§ WHAT YOU NEED TO DO
Go through the entries below and print each one exactly, leaving out pictures.

■ ■ ■

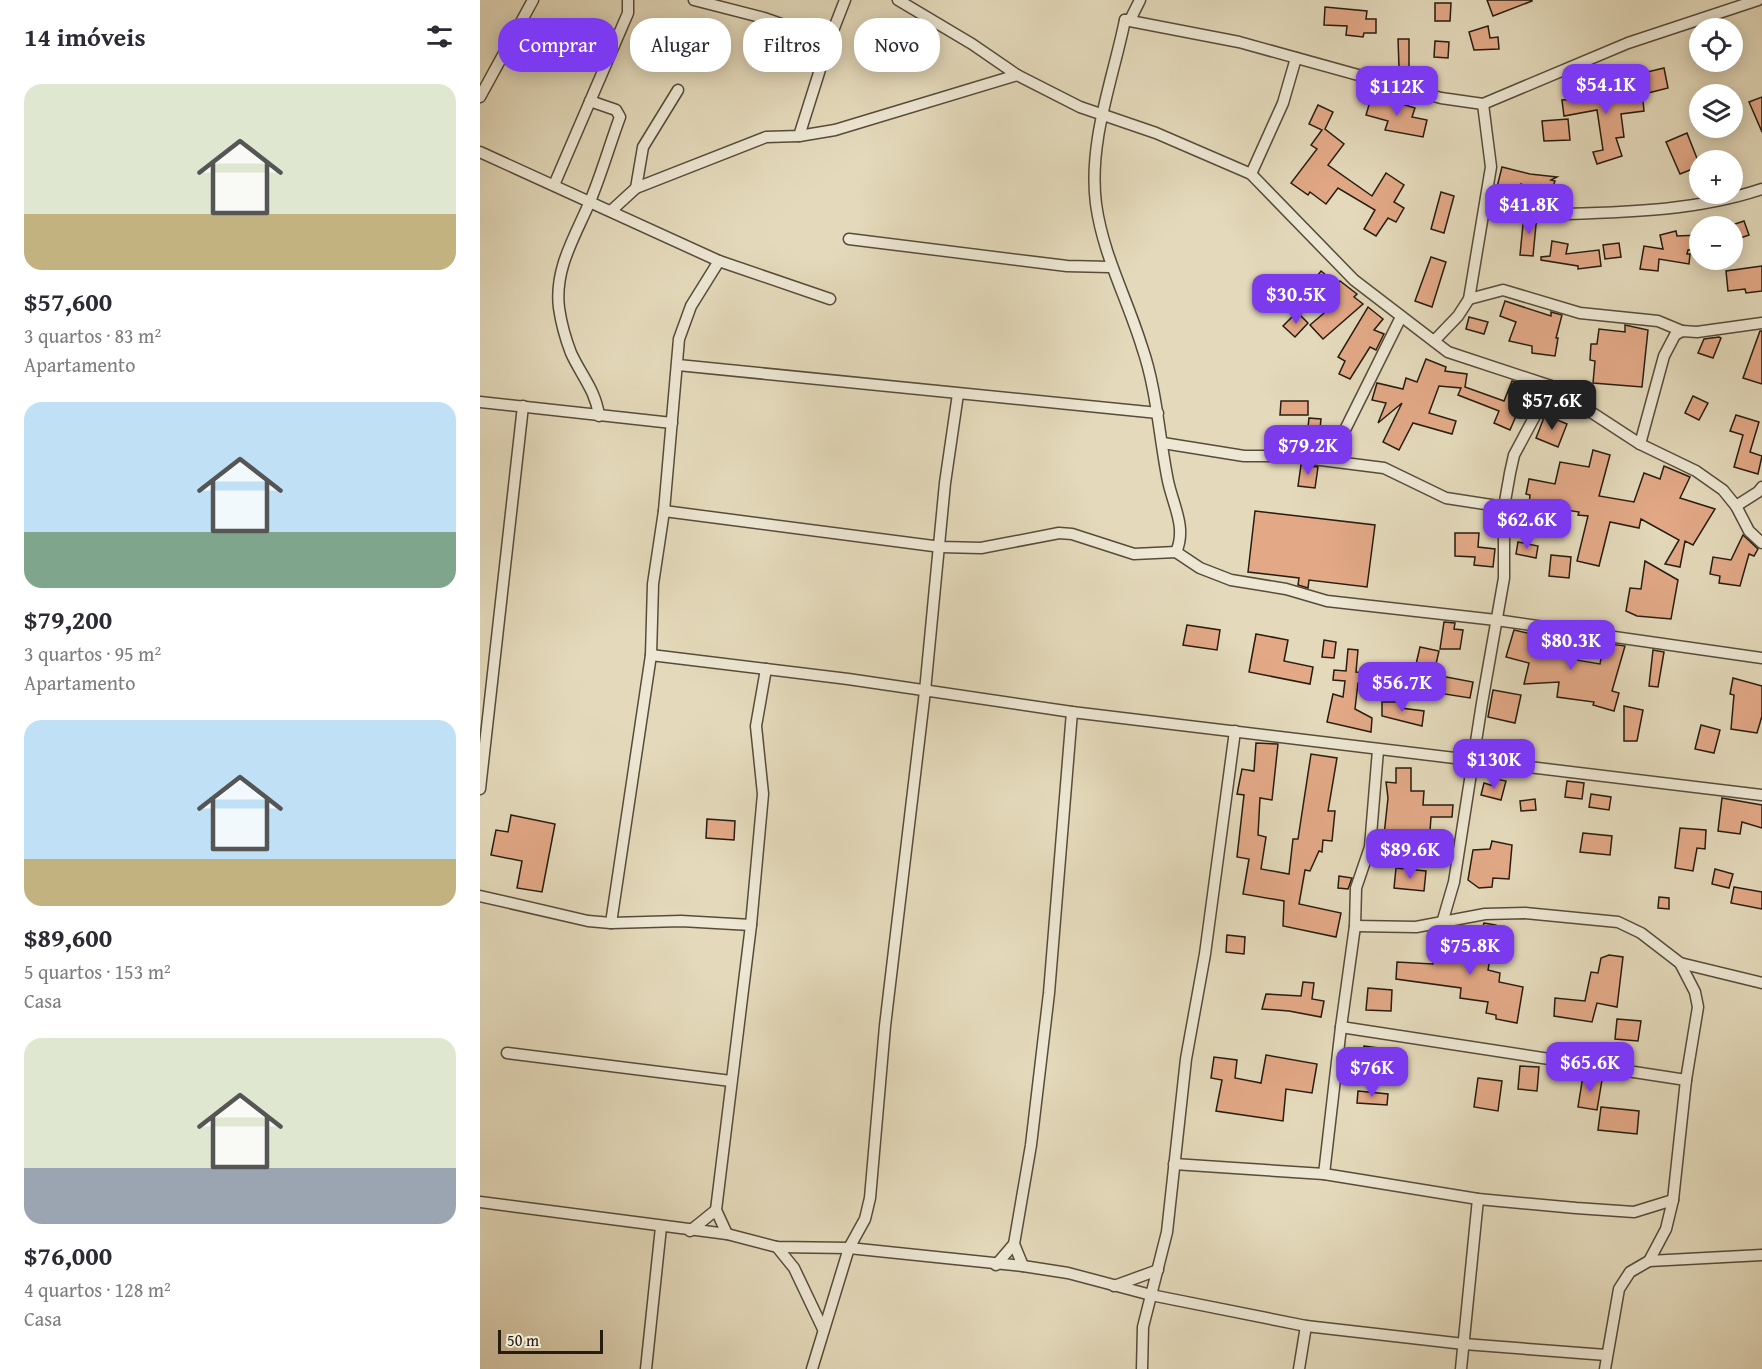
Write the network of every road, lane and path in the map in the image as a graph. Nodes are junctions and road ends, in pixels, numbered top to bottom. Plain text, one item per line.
1 (533, 0) edge
2 (628, 0) edge
3 (694, 0) edge
4 (845, 0) edge
5 (898, 0) edge
6 (1140, 0) edge
7 (1758, 0) edge
8 (917, 5) edge
9 (764, 18) edge
10 (838, 18) edge
11 (1125, 20) junction
12 (1296, 58) junction
13 (820, 72) edge
14 (1017, 75) junction
15 (678, 90) dead end
16 (480, 97) edge
17 (590, 101) junction
18 (1483, 104) junction
19 (1104, 115) junction
20 (800, 136) junction
21 (480, 152) edge
22 (1251, 174) junction
23 (555, 185) junction
24 (636, 188) junction
25 (1762, 189) edge
26 (590, 201) junction
27 (612, 210) junction
28 (1567, 214) dead end
29 (849, 238) dead end
30 (719, 261) junction
31 (1110, 267) junction
32 (1468, 298) junction
33 (830, 299) dead end
34 (1401, 317) junction
35 (1762, 323) edge
36 (1682, 331) junction
37 (1434, 341) junction
38 (678, 365) junction
39 (1551, 386) junction
40 (958, 394) junction
41 (480, 402) edge
42 (523, 406) junction
43 (1158, 413) junction
44 (599, 416) junction
45 (672, 423) junction
46 (1163, 443) junction
47 (1640, 444) junction
48 (1330, 460) junction
49 (1762, 487) edge
50 (1736, 506) junction
51 (1504, 507) junction
52 (663, 511) junction
53 (1762, 543) edge
54 (941, 547) junction
55 (1176, 552) junction
56 (1496, 620) junction
57 (651, 655) junction
58 (1762, 658) edge
59 (766, 669) junction
60 (925, 691) junction
61 (1072, 712) junction
62 (1235, 731) junction
63 (1378, 750) junction
64 (1473, 759) junction
65 (480, 789) edge
66 (1762, 795) edge
67 (480, 896) edge
68 (611, 923) junction
69 (1442, 923) junction
70 (751, 925) junction
71 (1355, 926) junction
72 (1680, 963) junction
73 (1762, 983) edge
74 (1341, 1027) junction
75 (507, 1053) dead end
76 (1686, 1080) junction
77 (731, 1081) junction
78 (1174, 1164) junction
79 (1324, 1174) junction
80 (1478, 1198) junction
81 (1673, 1200) junction
82 (480, 1202) edge
83 (716, 1210) junction
84 (661, 1227) junction
85 (690, 1231) junction
86 (727, 1234) junction
87 (1014, 1244) junction
88 (777, 1247) junction
89 (849, 1248) junction
90 (1762, 1255) edge
91 (1649, 1261) junction
92 (996, 1265) junction
93 (1023, 1266) junction
94 (1158, 1270) junction
95 (1113, 1287) junction
96 (1151, 1295) junction
97 (1306, 1326) junction
98 (823, 1329) junction
99 (1464, 1344) junction
100 (1606, 1355) junction
101 (646, 1369) edge
102 (812, 1369) edge
103 (1142, 1369) edge
104 (1299, 1369) edge
105 (1461, 1369) edge
106 (1605, 1369) edge

1 - 16 street
2 - 17 street
3 - 9 street
4 - 10 street
5 - 8 street
6 - 11 street
7 - 18 street
8 - 14 street
11 - 12 street
11 - 19 street
12 - 18 street
12 - 22 street
13 - 20 street
14 - 19 street
14 - 20 street
15 - 24 street
17 - 23 street
17 - 26 street
18 - 32 street
19 - 22 street
19 - 31 street
20 - 24 street
21 - 23 street
22 - 34 street
23 - 26 street
24 - 27 street
25 - 28 street
26 - 27 street
26 - 44 street
27 - 30 street
29 - 31 street
30 - 33 street
30 - 38 street
31 - 43 street
32 - 36 street
32 - 37 street
34 - 37 street
34 - 48 street
35 - 36 street
36 - 47 street
37 - 39 street
38 - 40 street
38 - 45 street
39 - 47 street
39 - 51 street
40 - 43 street
40 - 54 street
41 - 42 street
42 - 44 street
42 - 65 street
43 - 46 street
44 - 45 street
45 - 52 street
46 - 48 street
46 - 55 street
47 - 50 street
48 - 51 street
49 - 50 street
50 - 53 street
51 - 56 street
52 - 54 street
52 - 57 street
54 - 55 street
54 - 60 street
55 - 56 street
56 - 58 street
56 - 64 street
57 - 59 street
57 - 68 street
59 - 60 street
59 - 70 street
60 - 61 street
60 - 89 street
61 - 62 street
61 - 87 street
62 - 63 street
62 - 78 street
63 - 64 street
63 - 71 street
64 - 66 street
64 - 69 street
67 - 68 street
68 - 70 street
69 - 71 street
69 - 72 street
70 - 77 street
71 - 74 street
72 - 73 street
72 - 76 street
74 - 76 street
74 - 79 street
75 - 77 street
76 - 81 street
77 - 83 street
78 - 79 street
78 - 94 street
79 - 80 street
80 - 81 street
80 - 99 street
81 - 91 street
82 - 84 street
83 - 85 street
83 - 86 street
84 - 85 street
84 - 101 street
85 - 86 street
86 - 88 street
87 - 92 street
87 - 93 street
88 - 89 street
88 - 98 street
89 - 92 street
89 - 98 street
90 - 91 street
91 - 100 street
92 - 93 street
93 - 95 street
94 - 95 street
94 - 96 street
95 - 96 street
96 - 97 street
96 - 103 street
97 - 99 street
97 - 104 street
98 - 102 street
99 - 100 street
99 - 105 street
100 - 106 street

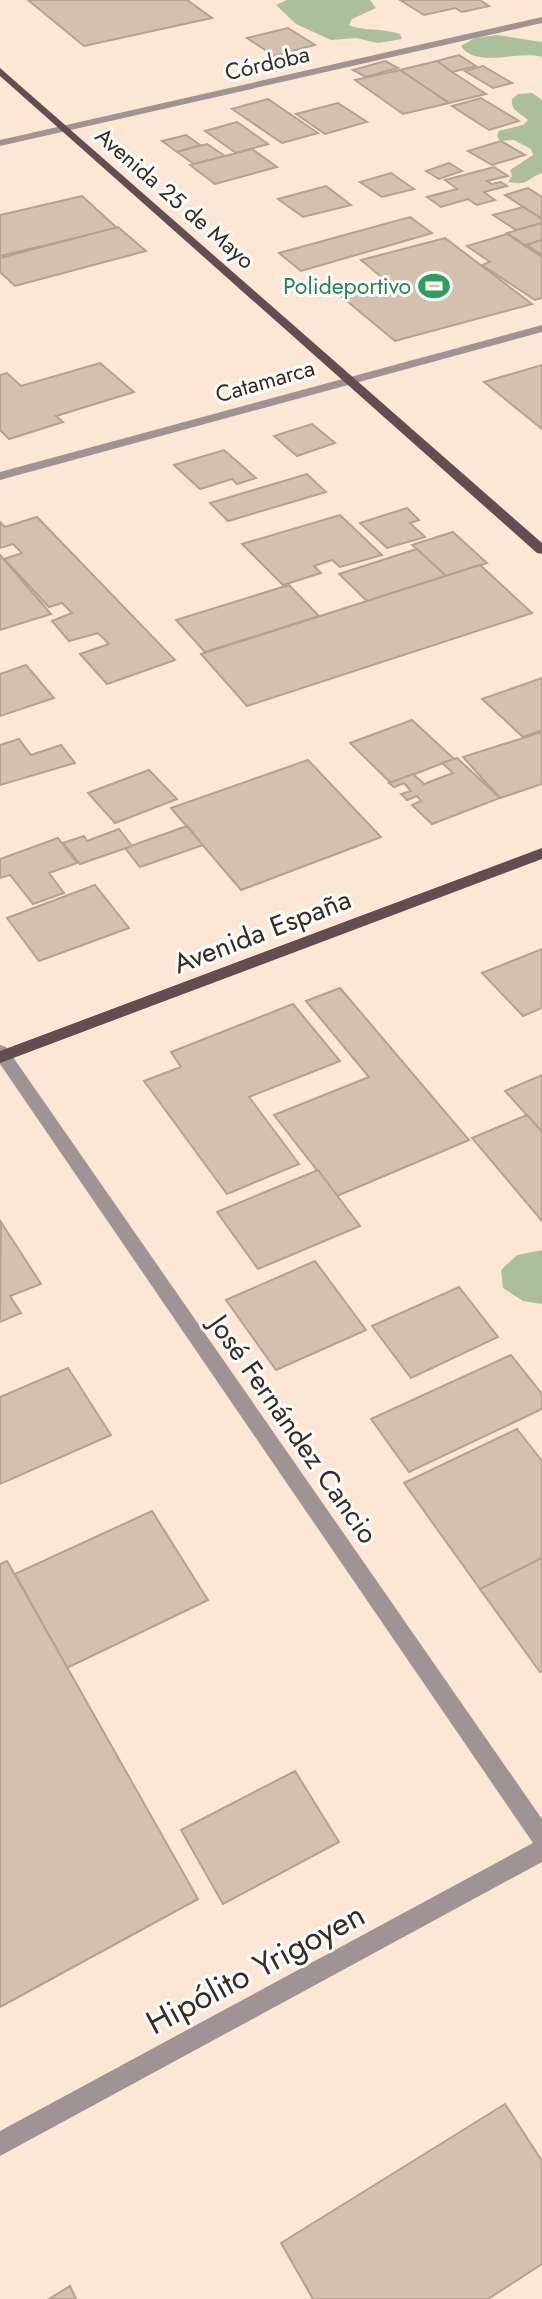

■ ■ ■

§ ANSWER TO THE EXERCISE
Write the network of every road, lane and path in the map in the image as a graph. Nodes are junctions and road ends, in pixels, numbered top to bottom. Plain text, one item per line.
1 (533, 0) edge
2 (628, 0) edge
3 (694, 0) edge
4 (845, 0) edge
5 (898, 0) edge
6 (1140, 0) edge
7 (1758, 0) edge
8 (917, 5) edge
9 (764, 18) edge
10 (838, 18) edge
11 (1125, 20) junction
12 (1296, 58) junction
13 (820, 72) edge
14 (1017, 75) junction
15 (678, 90) dead end
16 (480, 97) edge
17 (590, 101) junction
18 (1483, 104) junction
19 (1104, 115) junction
20 (800, 136) junction
21 (480, 152) edge
22 (1251, 174) junction
23 (555, 185) junction
24 (636, 188) junction
25 (1762, 189) edge
26 (590, 201) junction
27 (612, 210) junction
28 (1567, 214) dead end
29 (849, 238) dead end
30 (719, 261) junction
31 (1110, 267) junction
32 (1468, 298) junction
33 (830, 299) dead end
34 (1401, 317) junction
35 (1762, 323) edge
36 (1682, 331) junction
37 (1434, 341) junction
38 (678, 365) junction
39 (1551, 386) junction
40 (958, 394) junction
41 (480, 402) edge
42 (523, 406) junction
43 (1158, 413) junction
44 (599, 416) junction
45 (672, 423) junction
46 (1163, 443) junction
47 (1640, 444) junction
48 (1330, 460) junction
49 (1762, 487) edge
50 (1736, 506) junction
51 (1504, 507) junction
52 (663, 511) junction
53 (1762, 543) edge
54 (941, 547) junction
55 (1176, 552) junction
56 (1496, 620) junction
57 (651, 655) junction
58 (1762, 658) edge
59 (766, 669) junction
60 (925, 691) junction
61 (1072, 712) junction
62 (1235, 731) junction
63 (1378, 750) junction
64 (1473, 759) junction
65 (480, 789) edge
66 (1762, 795) edge
67 (480, 896) edge
68 (611, 923) junction
69 (1442, 923) junction
70 (751, 925) junction
71 (1355, 926) junction
72 (1680, 963) junction
73 (1762, 983) edge
74 (1341, 1027) junction
75 (507, 1053) dead end
76 (1686, 1080) junction
77 (731, 1081) junction
78 (1174, 1164) junction
79 (1324, 1174) junction
80 (1478, 1198) junction
81 (1673, 1200) junction
82 (480, 1202) edge
83 (716, 1210) junction
84 (661, 1227) junction
85 (690, 1231) junction
86 (727, 1234) junction
87 (1014, 1244) junction
88 (777, 1247) junction
89 (849, 1248) junction
90 (1762, 1255) edge
91 (1649, 1261) junction
92 (996, 1265) junction
93 (1023, 1266) junction
94 (1158, 1270) junction
95 (1113, 1287) junction
96 (1151, 1295) junction
97 (1306, 1326) junction
98 (823, 1329) junction
99 (1464, 1344) junction
100 (1606, 1355) junction
101 (646, 1369) edge
102 (812, 1369) edge
103 (1142, 1369) edge
104 (1299, 1369) edge
105 (1461, 1369) edge
106 (1605, 1369) edge

1 - 16 street
2 - 17 street
3 - 9 street
4 - 10 street
5 - 8 street
6 - 11 street
7 - 18 street
8 - 14 street
11 - 12 street
11 - 19 street
12 - 18 street
12 - 22 street
13 - 20 street
14 - 19 street
14 - 20 street
15 - 24 street
17 - 23 street
17 - 26 street
18 - 32 street
19 - 22 street
19 - 31 street
20 - 24 street
21 - 23 street
22 - 34 street
23 - 26 street
24 - 27 street
25 - 28 street
26 - 27 street
26 - 44 street
27 - 30 street
29 - 31 street
30 - 33 street
30 - 38 street
31 - 43 street
32 - 36 street
32 - 37 street
34 - 37 street
34 - 48 street
35 - 36 street
36 - 47 street
37 - 39 street
38 - 40 street
38 - 45 street
39 - 47 street
39 - 51 street
40 - 43 street
40 - 54 street
41 - 42 street
42 - 44 street
42 - 65 street
43 - 46 street
44 - 45 street
45 - 52 street
46 - 48 street
46 - 55 street
47 - 50 street
48 - 51 street
49 - 50 street
50 - 53 street
51 - 56 street
52 - 54 street
52 - 57 street
54 - 55 street
54 - 60 street
55 - 56 street
56 - 58 street
56 - 64 street
57 - 59 street
57 - 68 street
59 - 60 street
59 - 70 street
60 - 61 street
60 - 89 street
61 - 62 street
61 - 87 street
62 - 63 street
62 - 78 street
63 - 64 street
63 - 71 street
64 - 66 street
64 - 69 street
67 - 68 street
68 - 70 street
69 - 71 street
69 - 72 street
70 - 77 street
71 - 74 street
72 - 73 street
72 - 76 street
74 - 76 street
74 - 79 street
75 - 77 street
76 - 81 street
77 - 83 street
78 - 79 street
78 - 94 street
79 - 80 street
80 - 81 street
80 - 99 street
81 - 91 street
82 - 84 street
83 - 85 street
83 - 86 street
84 - 85 street
84 - 101 street
85 - 86 street
86 - 88 street
87 - 92 street
87 - 93 street
88 - 89 street
88 - 98 street
89 - 92 street
89 - 98 street
90 - 91 street
91 - 100 street
92 - 93 street
93 - 95 street
94 - 95 street
94 - 96 street
95 - 96 street
96 - 97 street
96 - 103 street
97 - 99 street
97 - 104 street
98 - 102 street
99 - 100 street
99 - 105 street
100 - 106 street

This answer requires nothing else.